* DIRECTIONS *
Filter the entries below down to the lines that hold "roads".

* DATA TO EXAMINE *
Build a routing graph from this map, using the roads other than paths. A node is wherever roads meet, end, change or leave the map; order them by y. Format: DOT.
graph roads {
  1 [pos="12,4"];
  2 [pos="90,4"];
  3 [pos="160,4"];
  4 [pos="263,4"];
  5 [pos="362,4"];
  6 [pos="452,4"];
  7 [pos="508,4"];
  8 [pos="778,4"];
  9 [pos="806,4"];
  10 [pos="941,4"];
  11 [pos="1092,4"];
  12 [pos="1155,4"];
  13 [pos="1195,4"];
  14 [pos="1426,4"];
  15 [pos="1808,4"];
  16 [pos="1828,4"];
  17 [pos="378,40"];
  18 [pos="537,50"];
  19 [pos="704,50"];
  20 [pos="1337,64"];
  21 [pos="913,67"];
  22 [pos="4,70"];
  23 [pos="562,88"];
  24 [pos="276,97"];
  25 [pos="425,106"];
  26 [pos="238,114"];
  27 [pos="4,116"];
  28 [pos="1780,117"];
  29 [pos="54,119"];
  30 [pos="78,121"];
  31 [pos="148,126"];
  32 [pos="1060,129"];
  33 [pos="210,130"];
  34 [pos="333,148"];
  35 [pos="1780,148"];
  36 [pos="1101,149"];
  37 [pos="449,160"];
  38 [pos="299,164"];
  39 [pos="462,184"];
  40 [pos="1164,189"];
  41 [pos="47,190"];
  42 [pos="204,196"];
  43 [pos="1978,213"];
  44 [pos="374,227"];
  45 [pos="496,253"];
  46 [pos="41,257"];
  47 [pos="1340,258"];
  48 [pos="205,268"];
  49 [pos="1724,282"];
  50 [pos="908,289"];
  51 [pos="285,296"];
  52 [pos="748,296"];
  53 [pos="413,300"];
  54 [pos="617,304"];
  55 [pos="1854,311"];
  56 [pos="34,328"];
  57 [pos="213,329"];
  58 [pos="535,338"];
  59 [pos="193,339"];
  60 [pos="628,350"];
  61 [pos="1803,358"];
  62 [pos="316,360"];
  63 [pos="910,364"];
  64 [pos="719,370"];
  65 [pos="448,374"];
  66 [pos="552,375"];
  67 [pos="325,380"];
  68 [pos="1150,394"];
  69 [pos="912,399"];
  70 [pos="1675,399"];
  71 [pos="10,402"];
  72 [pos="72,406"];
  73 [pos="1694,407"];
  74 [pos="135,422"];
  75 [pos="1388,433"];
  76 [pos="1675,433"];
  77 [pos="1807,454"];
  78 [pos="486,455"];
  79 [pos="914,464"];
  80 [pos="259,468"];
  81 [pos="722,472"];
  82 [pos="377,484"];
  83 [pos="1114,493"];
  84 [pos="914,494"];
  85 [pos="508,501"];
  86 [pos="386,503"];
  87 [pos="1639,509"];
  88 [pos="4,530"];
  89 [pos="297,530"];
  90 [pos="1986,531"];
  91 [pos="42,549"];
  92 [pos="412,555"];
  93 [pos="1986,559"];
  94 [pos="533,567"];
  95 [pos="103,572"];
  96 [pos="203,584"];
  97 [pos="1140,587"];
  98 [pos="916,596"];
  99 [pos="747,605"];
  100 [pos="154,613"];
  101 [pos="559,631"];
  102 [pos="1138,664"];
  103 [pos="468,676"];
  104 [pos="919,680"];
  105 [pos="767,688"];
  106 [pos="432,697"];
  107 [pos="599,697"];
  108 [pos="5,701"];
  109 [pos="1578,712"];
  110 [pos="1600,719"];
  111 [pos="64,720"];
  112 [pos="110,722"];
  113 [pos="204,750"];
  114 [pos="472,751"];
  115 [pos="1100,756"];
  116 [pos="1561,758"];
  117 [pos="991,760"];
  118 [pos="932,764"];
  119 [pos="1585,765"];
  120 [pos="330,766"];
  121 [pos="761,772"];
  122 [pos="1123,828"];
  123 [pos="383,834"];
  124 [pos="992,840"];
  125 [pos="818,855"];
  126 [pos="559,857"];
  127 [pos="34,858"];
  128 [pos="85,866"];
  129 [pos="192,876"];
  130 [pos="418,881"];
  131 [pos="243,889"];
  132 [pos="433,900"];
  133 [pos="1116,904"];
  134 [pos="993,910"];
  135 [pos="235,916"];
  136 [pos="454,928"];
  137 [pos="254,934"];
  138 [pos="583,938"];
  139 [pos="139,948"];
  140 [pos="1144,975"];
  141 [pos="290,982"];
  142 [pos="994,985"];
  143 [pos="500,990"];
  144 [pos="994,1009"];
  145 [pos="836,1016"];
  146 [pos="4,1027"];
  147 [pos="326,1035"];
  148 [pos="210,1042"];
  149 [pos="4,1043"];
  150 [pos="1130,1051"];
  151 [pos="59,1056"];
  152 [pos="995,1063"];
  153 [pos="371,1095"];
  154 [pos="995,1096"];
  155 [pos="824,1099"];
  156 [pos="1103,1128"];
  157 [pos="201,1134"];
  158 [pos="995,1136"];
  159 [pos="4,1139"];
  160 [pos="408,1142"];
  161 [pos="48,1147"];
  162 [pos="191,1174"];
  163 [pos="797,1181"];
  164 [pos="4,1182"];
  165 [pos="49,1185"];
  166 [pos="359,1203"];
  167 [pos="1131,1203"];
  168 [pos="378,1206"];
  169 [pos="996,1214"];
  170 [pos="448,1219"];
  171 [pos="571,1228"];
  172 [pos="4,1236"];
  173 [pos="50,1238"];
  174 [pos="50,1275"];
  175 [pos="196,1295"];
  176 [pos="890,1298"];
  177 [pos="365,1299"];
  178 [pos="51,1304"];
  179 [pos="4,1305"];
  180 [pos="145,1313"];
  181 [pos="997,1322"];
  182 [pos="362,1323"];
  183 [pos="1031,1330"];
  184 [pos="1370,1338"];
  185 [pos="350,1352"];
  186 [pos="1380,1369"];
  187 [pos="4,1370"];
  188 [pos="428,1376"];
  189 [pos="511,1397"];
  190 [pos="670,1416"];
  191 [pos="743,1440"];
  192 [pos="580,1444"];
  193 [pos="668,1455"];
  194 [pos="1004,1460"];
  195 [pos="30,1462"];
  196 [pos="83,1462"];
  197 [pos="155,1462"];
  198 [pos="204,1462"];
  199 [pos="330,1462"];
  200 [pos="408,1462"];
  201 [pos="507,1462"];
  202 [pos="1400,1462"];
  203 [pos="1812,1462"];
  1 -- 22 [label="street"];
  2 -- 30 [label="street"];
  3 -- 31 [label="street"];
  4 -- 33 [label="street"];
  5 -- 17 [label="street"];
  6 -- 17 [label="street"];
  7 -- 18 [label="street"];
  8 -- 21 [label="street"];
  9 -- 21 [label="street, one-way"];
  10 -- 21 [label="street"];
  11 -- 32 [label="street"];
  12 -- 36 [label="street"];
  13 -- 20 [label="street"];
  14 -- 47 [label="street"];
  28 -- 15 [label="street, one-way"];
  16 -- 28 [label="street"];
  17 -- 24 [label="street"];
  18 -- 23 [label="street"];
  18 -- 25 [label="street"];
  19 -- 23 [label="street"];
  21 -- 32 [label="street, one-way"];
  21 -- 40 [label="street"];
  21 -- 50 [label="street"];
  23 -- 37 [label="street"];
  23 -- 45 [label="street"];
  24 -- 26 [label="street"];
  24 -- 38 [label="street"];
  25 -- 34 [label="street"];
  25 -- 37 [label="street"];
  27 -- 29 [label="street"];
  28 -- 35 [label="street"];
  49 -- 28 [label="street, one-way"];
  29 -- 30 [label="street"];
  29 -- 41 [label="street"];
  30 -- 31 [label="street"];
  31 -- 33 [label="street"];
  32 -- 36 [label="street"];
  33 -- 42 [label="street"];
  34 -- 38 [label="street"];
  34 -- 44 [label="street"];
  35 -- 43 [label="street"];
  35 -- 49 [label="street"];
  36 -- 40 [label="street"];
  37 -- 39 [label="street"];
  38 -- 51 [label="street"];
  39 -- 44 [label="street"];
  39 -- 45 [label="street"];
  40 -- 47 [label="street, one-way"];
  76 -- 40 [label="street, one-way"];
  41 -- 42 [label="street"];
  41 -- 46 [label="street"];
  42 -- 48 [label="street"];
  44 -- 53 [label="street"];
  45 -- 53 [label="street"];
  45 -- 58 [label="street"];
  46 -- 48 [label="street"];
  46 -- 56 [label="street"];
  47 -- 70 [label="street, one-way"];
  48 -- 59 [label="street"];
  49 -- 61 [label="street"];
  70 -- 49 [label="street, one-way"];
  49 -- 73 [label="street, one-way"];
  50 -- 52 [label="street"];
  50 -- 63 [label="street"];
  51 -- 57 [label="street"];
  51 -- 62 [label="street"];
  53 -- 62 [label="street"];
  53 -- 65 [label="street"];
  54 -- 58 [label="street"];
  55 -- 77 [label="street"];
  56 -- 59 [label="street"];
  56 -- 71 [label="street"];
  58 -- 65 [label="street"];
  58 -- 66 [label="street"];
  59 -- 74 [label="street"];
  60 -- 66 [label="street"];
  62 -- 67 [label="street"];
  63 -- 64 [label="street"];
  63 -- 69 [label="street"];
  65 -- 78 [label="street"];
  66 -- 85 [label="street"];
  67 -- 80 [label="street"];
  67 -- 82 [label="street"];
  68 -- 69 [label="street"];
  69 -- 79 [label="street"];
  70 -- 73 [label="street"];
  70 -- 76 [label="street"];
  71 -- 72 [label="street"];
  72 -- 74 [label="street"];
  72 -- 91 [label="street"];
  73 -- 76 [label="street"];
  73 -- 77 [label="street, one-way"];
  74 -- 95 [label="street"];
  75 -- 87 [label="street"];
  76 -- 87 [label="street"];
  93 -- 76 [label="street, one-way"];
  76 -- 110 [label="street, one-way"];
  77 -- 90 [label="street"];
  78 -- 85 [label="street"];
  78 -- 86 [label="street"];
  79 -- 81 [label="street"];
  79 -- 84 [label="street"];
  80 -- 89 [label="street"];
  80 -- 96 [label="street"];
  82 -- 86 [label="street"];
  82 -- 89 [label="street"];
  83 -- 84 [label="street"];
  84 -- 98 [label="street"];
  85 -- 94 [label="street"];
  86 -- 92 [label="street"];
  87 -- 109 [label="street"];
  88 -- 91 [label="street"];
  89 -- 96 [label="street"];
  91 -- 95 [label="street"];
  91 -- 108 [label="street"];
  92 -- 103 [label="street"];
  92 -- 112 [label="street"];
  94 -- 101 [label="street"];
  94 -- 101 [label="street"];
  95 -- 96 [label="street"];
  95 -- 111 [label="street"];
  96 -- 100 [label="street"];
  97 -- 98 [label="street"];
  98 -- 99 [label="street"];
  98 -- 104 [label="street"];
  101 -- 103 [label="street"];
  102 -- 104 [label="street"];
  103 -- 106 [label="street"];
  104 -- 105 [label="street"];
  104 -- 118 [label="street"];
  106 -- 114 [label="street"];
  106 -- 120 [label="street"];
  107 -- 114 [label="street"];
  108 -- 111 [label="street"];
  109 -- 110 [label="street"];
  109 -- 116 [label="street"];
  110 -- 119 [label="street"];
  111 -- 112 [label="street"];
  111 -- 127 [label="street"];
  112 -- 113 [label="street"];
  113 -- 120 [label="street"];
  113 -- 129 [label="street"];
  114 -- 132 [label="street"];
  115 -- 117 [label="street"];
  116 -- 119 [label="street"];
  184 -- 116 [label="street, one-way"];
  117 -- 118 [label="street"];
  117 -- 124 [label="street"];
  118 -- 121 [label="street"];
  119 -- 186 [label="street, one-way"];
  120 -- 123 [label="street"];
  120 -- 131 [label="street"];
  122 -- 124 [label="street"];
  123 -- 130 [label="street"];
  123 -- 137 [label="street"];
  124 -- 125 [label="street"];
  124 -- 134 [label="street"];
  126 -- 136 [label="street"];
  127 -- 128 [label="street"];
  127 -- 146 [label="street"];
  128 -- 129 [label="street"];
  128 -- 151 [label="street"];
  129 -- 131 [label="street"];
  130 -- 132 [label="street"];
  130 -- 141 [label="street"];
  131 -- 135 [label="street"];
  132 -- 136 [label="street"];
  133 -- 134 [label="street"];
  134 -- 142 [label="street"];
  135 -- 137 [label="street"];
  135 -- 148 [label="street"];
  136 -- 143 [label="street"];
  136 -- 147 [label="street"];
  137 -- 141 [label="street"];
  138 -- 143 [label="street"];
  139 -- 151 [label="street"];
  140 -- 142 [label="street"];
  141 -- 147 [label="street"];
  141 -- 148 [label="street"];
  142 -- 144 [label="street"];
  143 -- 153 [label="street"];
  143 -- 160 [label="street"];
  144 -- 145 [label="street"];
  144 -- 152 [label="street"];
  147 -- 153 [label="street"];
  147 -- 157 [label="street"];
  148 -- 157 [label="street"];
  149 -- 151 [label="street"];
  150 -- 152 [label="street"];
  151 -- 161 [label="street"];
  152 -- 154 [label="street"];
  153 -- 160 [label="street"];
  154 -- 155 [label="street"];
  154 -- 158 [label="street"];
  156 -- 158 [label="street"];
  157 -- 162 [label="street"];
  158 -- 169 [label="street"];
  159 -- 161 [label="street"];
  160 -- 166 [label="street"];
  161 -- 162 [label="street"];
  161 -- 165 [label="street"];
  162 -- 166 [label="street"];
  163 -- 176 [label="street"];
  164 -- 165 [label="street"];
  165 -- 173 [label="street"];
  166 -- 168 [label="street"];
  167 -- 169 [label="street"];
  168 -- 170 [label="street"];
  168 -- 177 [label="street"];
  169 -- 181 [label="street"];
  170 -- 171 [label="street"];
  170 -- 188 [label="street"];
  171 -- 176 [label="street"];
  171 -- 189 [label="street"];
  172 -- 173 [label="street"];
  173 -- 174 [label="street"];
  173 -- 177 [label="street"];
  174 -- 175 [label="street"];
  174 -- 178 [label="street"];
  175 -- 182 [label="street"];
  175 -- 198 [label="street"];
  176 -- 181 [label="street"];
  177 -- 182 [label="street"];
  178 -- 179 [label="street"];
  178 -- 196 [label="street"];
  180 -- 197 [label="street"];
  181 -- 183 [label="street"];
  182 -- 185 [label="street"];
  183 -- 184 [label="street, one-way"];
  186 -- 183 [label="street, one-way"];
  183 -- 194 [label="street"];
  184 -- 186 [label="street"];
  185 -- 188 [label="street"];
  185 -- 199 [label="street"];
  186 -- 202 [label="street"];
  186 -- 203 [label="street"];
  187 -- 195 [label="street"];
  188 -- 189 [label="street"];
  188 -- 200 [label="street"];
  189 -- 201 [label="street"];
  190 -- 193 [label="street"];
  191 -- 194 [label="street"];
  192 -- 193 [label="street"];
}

* TASK OUTPUT *
Build a routing graph from this map, using the roads other than paths. A node is wherever roads meet, end, change or leave the map; order them by y. Format: DOT.
graph roads {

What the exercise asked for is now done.